# Problem description
Report every line from the following entries that contains the string "paths".

----- Records shown -----

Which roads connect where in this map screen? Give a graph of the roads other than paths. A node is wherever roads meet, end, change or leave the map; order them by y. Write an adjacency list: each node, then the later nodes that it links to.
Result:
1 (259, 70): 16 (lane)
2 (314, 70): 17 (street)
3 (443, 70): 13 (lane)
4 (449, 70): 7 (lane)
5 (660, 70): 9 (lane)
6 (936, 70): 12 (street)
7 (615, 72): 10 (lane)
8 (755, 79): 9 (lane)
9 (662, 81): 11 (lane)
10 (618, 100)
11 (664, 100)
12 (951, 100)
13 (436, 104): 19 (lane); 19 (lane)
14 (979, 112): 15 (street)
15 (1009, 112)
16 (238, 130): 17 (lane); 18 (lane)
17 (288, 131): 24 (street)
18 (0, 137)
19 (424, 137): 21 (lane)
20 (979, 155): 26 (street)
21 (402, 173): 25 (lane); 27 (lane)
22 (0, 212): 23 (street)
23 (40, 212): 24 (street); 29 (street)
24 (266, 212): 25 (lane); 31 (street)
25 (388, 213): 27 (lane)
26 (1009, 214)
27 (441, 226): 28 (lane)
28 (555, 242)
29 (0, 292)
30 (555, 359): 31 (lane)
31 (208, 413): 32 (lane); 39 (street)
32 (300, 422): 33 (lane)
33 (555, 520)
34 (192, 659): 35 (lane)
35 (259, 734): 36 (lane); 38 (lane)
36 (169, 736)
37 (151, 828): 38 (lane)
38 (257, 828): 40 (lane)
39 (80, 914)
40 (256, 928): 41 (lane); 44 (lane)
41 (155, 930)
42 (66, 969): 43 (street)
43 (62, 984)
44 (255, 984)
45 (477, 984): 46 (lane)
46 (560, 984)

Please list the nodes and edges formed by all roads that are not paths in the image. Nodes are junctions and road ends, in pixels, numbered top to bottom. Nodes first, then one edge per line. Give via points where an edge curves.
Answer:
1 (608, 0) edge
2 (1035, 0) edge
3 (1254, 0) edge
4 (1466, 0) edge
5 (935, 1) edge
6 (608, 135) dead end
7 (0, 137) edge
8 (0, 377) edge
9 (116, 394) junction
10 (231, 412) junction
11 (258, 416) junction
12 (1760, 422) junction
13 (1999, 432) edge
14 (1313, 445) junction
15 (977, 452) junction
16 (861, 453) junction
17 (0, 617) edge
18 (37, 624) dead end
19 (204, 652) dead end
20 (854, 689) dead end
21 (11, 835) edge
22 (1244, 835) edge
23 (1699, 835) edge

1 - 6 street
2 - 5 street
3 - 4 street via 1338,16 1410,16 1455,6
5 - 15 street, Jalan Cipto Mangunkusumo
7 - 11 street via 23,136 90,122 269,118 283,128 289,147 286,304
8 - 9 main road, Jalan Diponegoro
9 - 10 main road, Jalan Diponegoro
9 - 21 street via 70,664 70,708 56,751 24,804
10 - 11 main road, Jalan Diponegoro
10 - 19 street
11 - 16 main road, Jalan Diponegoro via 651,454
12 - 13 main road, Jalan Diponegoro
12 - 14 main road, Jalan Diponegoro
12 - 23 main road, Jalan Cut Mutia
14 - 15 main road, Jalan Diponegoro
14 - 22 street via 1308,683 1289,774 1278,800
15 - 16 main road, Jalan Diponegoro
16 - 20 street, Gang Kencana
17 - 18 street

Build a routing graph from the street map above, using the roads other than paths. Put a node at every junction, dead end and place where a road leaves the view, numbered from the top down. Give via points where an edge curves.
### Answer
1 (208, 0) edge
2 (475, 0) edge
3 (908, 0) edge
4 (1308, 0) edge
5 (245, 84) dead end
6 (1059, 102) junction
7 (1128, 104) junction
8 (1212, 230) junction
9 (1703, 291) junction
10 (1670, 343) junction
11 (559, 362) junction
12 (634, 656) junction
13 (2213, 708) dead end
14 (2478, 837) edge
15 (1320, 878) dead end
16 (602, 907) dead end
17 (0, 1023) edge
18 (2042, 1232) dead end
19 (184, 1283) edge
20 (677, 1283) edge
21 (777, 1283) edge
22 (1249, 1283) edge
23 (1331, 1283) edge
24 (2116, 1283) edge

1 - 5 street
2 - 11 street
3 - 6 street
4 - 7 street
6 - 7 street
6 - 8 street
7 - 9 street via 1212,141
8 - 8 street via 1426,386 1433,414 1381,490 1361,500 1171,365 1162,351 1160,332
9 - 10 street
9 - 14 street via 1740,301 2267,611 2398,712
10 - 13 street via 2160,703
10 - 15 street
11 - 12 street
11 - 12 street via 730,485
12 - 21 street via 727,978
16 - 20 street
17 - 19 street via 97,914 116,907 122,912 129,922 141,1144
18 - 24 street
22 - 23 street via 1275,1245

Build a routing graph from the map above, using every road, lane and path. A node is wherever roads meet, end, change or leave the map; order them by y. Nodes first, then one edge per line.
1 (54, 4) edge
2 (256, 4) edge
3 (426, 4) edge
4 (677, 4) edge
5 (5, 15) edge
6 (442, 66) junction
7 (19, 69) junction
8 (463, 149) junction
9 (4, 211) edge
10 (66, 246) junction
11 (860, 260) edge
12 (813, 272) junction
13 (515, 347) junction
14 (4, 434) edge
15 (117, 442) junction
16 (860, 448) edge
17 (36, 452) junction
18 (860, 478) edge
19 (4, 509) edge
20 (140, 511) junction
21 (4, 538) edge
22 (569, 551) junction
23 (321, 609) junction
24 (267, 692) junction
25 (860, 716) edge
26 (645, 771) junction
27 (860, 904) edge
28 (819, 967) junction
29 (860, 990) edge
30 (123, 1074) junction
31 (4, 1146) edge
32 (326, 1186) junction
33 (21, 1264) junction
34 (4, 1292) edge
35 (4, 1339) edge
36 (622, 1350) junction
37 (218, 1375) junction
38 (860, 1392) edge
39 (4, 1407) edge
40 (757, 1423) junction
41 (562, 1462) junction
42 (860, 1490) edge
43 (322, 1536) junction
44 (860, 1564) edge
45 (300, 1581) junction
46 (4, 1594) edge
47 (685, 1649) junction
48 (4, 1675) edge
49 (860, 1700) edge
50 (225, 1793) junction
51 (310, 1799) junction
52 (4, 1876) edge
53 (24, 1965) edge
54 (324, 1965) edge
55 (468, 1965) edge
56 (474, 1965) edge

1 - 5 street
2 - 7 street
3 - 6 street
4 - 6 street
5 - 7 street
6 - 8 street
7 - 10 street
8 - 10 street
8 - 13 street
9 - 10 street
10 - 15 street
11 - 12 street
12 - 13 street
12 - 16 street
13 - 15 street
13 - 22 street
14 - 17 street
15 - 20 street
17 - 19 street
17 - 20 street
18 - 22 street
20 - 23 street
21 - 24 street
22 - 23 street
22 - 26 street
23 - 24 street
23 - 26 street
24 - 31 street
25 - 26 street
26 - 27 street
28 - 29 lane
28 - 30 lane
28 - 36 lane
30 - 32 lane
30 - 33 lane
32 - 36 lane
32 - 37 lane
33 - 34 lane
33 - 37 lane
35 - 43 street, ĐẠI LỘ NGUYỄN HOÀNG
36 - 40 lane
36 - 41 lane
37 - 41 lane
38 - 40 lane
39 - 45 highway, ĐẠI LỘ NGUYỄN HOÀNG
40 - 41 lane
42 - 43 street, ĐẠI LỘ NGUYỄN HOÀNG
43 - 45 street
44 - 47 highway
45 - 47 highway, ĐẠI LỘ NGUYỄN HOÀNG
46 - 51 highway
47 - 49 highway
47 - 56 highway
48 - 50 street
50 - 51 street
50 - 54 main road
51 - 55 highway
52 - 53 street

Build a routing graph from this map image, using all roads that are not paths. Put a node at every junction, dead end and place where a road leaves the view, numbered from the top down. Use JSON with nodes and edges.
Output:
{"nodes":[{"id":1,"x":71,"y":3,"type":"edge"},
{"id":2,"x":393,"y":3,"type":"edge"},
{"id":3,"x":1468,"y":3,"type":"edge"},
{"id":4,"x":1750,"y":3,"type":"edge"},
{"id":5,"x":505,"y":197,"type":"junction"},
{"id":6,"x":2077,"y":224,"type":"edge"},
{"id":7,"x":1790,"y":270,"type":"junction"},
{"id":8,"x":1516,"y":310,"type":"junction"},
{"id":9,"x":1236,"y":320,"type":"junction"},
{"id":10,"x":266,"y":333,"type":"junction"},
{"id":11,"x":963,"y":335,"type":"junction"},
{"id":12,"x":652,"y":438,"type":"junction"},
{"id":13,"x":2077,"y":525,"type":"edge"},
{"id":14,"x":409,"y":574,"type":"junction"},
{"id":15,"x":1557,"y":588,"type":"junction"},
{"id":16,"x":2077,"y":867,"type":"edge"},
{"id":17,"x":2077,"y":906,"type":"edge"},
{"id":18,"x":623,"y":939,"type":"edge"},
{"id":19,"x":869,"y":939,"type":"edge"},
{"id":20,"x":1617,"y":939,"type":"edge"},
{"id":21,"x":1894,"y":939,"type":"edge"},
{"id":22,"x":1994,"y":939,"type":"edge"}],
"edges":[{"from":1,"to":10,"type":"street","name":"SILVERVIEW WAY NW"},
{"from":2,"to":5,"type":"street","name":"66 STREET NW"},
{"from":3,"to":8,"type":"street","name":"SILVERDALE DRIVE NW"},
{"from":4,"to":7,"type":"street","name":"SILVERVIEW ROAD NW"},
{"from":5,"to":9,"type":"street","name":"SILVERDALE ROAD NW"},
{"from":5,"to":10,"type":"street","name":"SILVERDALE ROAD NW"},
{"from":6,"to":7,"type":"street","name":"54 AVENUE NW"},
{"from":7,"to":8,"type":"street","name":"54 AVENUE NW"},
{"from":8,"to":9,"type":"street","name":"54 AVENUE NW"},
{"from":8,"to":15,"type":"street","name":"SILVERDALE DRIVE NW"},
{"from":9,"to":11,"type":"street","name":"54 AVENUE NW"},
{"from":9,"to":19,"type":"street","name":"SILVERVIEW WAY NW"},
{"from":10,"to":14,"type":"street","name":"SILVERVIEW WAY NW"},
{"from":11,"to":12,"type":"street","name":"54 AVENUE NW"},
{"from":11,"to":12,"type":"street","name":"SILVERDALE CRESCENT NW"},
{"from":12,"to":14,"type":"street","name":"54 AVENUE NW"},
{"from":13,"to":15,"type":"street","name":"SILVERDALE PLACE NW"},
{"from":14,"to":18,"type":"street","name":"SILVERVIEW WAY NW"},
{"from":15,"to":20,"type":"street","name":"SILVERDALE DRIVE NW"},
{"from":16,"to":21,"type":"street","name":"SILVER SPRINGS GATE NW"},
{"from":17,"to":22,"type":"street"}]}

-----

# Response below
Which roads connect where in this map screen? Give a graph of the roads other than paths. A node is wherever roads meet, end, change or leave the map; order them by y. Write an adjacency list: each node, then the later nodes that it links to.
Please list the nodes and edges formed by all roads that are not paths in the image. Nodes are junctions and road ends, in pixels, numbered top to bottom. Nodes first, then one edge per line. Give via points where an edge curves.
Build a routing graph from the street map above, using the roads other than paths. Put a node at every junction, dead end and place where a road leaves the view, numbered from the top down. Give via points where an edge curves.
Build a routing graph from this map image, using all roads that are not paths. Put a node at every junction, dead end and place where a road leaves the view, numbered from the top down. Use JSON with nodes and edges.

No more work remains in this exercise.